WORK ORDER:
Give back, exactly as written, the lines from the first line of the data below through the line with "index pip: (303, 193)", and omit the pictures.

ENTRIES PROVIDED:
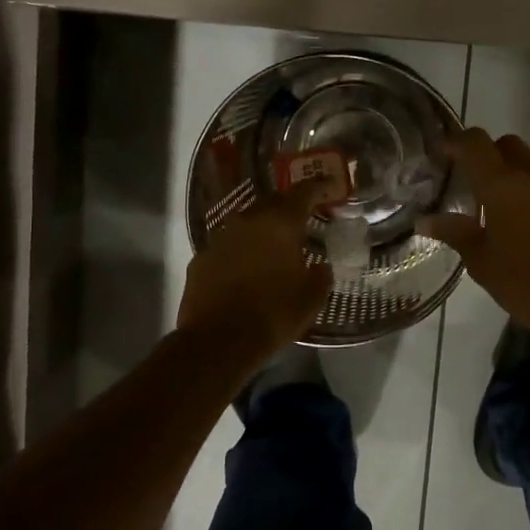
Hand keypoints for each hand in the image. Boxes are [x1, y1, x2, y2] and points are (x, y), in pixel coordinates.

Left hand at [178, 180, 331, 362]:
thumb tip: (321, 267)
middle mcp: (248, 221)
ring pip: (246, 225)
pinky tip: (245, 272)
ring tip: (273, 248)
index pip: (303, 193)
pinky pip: (227, 248)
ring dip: (261, 232)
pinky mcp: (200, 259)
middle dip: (288, 209)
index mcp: (280, 223)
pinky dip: (239, 253)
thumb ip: (320, 276)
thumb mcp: (311, 298)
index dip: (318, 188)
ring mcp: (219, 238)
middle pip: (272, 203)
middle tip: (302, 221)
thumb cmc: (273, 314)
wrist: (217, 342)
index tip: (328, 187)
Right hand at [418, 129, 529, 341]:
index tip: (444, 154)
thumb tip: (425, 220)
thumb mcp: (481, 261)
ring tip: (507, 213)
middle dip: (489, 156)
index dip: (457, 142)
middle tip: (476, 185)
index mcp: (503, 184)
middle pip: (508, 145)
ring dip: (517, 179)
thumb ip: (454, 233)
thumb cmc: (526, 283)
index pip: (475, 142)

THE COMPLETED TASK:
Hand keypoints for each hand in the image. Boxes are [x1, y1, x2, y2] and points are (x, y), in pixel coordinates.

Left hand at [178, 180, 331, 362]:
thumb tip: (321, 267)
middle mcp: (248, 221)
ring pip: (246, 225)
pinky tip: (245, 272)
ring tip: (273, 248)
index pip: (303, 193)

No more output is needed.